The word "Henri" occurs in some of the lines below; copy each of those lines.

Stored items:
=======

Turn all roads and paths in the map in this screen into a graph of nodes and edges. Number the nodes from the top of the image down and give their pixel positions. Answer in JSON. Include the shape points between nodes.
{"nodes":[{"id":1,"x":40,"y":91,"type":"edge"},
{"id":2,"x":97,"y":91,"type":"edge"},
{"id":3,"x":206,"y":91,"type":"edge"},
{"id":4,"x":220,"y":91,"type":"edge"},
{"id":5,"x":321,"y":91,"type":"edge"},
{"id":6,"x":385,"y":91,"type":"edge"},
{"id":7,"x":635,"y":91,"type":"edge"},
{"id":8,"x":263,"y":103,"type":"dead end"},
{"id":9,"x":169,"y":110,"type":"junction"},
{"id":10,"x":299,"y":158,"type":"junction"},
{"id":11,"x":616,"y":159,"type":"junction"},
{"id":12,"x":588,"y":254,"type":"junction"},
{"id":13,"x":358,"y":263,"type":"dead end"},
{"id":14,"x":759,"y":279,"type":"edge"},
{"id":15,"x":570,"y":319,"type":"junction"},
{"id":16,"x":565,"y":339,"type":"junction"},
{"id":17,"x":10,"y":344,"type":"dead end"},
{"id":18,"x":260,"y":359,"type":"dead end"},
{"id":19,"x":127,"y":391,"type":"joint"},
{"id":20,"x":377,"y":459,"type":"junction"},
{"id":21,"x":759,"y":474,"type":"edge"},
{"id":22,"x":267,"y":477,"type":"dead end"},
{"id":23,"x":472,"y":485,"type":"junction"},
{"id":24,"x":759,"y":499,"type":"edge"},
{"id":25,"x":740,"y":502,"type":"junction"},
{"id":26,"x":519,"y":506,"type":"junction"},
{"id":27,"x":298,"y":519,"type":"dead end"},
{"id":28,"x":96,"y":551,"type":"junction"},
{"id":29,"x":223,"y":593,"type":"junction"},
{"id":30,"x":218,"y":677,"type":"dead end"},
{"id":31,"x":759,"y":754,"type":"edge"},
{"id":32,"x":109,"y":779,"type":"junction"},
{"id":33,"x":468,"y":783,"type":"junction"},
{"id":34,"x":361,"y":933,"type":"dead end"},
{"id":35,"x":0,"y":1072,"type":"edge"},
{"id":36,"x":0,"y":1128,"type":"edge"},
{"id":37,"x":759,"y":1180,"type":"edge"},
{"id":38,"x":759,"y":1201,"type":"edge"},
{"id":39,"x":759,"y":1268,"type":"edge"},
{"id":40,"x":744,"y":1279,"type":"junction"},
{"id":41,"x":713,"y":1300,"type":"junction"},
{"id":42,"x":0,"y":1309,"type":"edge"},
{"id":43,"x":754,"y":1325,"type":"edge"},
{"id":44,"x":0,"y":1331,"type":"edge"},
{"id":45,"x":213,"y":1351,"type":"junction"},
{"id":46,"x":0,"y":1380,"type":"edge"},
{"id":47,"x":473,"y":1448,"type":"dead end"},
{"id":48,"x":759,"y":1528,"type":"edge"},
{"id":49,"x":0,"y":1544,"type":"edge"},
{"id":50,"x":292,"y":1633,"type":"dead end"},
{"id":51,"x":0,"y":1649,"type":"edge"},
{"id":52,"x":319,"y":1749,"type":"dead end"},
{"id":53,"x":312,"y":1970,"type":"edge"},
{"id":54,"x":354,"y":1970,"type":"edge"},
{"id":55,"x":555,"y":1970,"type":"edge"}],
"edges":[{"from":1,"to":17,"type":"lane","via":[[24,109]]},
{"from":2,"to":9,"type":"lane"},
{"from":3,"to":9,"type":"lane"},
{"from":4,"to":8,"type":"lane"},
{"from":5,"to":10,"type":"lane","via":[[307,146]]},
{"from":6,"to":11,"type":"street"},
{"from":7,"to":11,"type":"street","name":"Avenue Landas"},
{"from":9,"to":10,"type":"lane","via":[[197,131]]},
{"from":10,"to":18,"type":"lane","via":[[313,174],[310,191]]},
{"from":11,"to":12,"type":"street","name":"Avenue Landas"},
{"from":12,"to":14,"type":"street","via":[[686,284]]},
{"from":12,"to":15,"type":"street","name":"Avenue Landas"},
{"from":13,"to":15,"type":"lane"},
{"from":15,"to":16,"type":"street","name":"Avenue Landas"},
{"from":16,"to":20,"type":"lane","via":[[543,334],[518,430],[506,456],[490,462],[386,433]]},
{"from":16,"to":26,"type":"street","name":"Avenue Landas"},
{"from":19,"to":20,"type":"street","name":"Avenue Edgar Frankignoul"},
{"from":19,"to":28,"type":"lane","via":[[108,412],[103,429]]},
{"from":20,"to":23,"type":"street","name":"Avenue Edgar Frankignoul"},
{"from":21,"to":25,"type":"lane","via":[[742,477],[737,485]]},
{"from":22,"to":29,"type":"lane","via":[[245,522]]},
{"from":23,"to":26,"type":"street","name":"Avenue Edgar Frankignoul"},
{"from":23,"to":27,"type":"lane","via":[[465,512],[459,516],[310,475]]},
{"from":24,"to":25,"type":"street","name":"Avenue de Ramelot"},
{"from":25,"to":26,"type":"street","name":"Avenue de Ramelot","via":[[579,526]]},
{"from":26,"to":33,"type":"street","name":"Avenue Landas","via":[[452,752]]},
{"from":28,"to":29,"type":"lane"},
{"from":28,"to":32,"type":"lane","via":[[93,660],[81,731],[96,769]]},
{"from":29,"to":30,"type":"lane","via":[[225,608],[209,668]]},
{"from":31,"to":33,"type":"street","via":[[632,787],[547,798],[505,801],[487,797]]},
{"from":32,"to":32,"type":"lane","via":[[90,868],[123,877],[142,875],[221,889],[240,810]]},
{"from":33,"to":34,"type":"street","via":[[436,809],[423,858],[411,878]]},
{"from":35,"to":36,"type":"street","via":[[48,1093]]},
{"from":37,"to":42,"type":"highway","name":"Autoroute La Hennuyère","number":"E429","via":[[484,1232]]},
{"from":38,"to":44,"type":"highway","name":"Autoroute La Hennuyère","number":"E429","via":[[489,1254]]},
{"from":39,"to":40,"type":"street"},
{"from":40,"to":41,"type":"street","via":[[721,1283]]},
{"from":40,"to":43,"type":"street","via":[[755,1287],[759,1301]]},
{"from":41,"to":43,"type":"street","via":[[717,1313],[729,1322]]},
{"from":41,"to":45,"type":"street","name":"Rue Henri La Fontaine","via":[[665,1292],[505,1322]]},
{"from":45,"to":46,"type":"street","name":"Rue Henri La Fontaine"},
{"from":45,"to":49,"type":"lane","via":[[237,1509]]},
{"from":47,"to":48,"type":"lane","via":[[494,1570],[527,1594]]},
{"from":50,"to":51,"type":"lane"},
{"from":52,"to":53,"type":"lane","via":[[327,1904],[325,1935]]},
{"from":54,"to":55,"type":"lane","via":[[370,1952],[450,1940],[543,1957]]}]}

=======

| Solution for this problem |
{"from":41,"to":45,"type":"street","name":"Rue Henri La Fontaine","via":[[665,1292],[505,1322]]},
{"from":45,"to":46,"type":"street","name":"Rue Henri La Fontaine"},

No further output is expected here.